### [Aim of the task]
Find all lines in the records that include the word "ring", and copy them out.

(Data for this exercise Opens)

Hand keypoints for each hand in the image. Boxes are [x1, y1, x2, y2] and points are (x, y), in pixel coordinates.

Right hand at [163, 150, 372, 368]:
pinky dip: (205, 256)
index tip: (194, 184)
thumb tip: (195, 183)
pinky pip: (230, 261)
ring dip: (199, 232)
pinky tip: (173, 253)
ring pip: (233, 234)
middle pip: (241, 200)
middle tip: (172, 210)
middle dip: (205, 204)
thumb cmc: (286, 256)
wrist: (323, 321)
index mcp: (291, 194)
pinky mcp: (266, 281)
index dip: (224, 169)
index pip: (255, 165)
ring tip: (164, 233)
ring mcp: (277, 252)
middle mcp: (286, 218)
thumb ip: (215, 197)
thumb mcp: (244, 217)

(Data for this exercise Closes)
(Data for this exercise Opens)

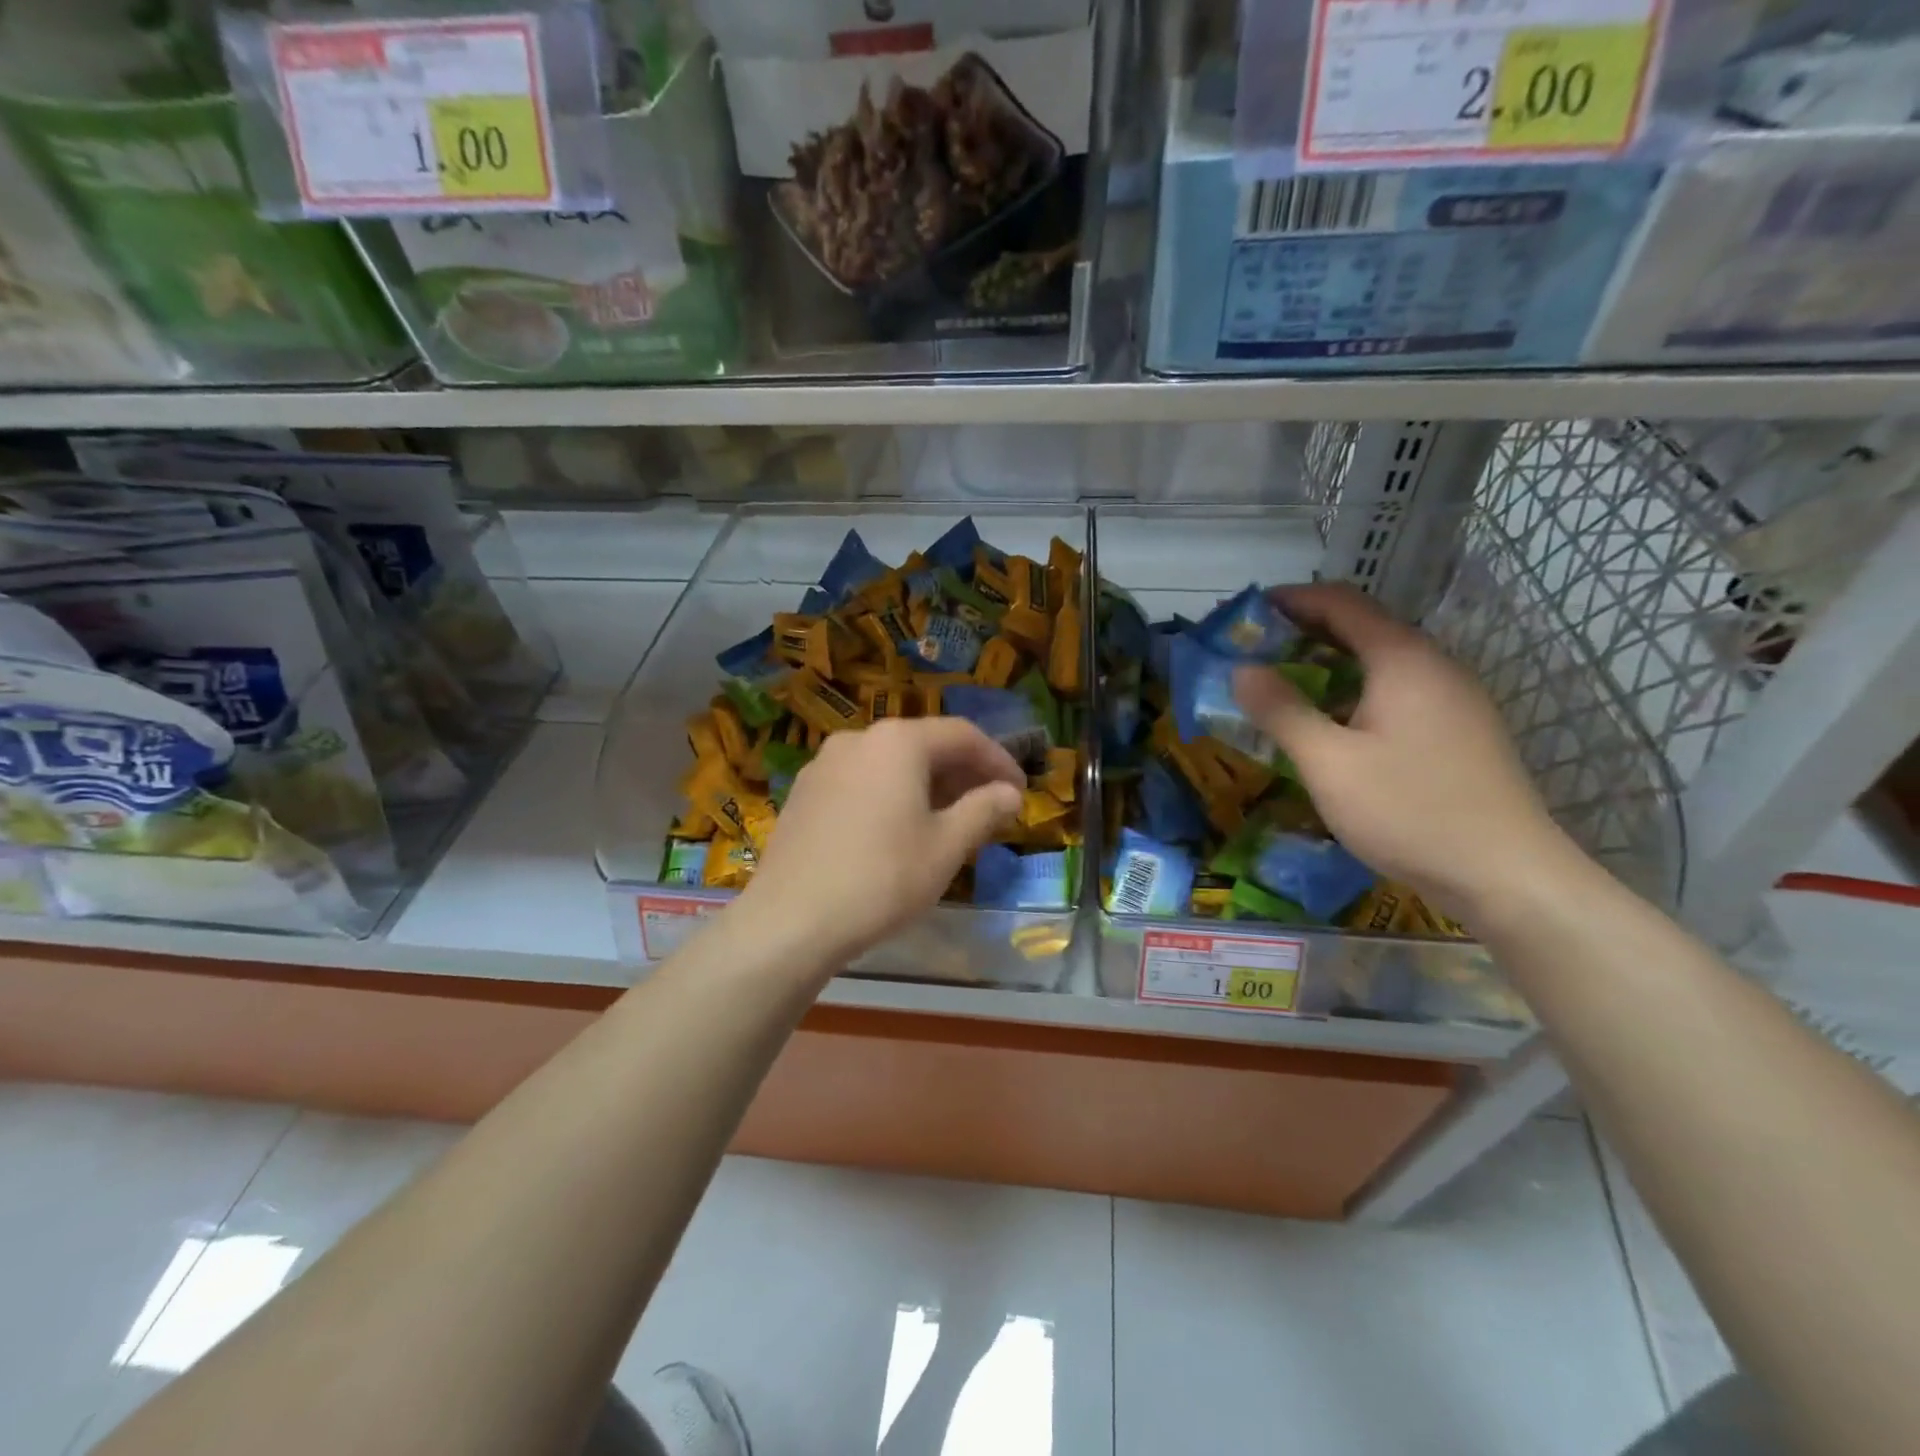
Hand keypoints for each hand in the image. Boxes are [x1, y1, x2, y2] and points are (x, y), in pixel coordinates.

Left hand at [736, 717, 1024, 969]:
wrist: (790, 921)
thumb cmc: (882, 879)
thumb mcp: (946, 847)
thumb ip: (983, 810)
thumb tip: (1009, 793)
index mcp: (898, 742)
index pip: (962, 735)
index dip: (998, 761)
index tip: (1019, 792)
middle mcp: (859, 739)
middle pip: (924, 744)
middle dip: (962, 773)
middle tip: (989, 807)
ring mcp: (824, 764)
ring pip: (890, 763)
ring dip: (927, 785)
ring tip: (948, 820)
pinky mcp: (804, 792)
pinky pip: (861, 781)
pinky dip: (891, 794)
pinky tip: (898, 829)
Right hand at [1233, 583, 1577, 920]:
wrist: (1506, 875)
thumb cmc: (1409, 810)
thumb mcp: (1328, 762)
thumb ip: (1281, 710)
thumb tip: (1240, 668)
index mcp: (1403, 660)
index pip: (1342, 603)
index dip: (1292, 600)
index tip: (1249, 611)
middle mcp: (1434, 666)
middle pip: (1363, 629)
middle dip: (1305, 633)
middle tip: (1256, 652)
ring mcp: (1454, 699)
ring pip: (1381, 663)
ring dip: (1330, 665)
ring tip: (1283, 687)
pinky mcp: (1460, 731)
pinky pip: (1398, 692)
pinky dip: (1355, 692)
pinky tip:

(Data for this exercise Closes)

### [Your solution]
ring dip: (199, 232)
ring pip: (233, 234)
ring tip: (164, 233)
ring mcp: (277, 252)
ring mcp: (824, 764)
ring pip: (890, 763)
ring dip: (927, 785)
ring tip: (948, 820)
ring mcp: (1454, 699)
ring pip: (1381, 663)
ring dip: (1330, 665)
ring tip: (1283, 687)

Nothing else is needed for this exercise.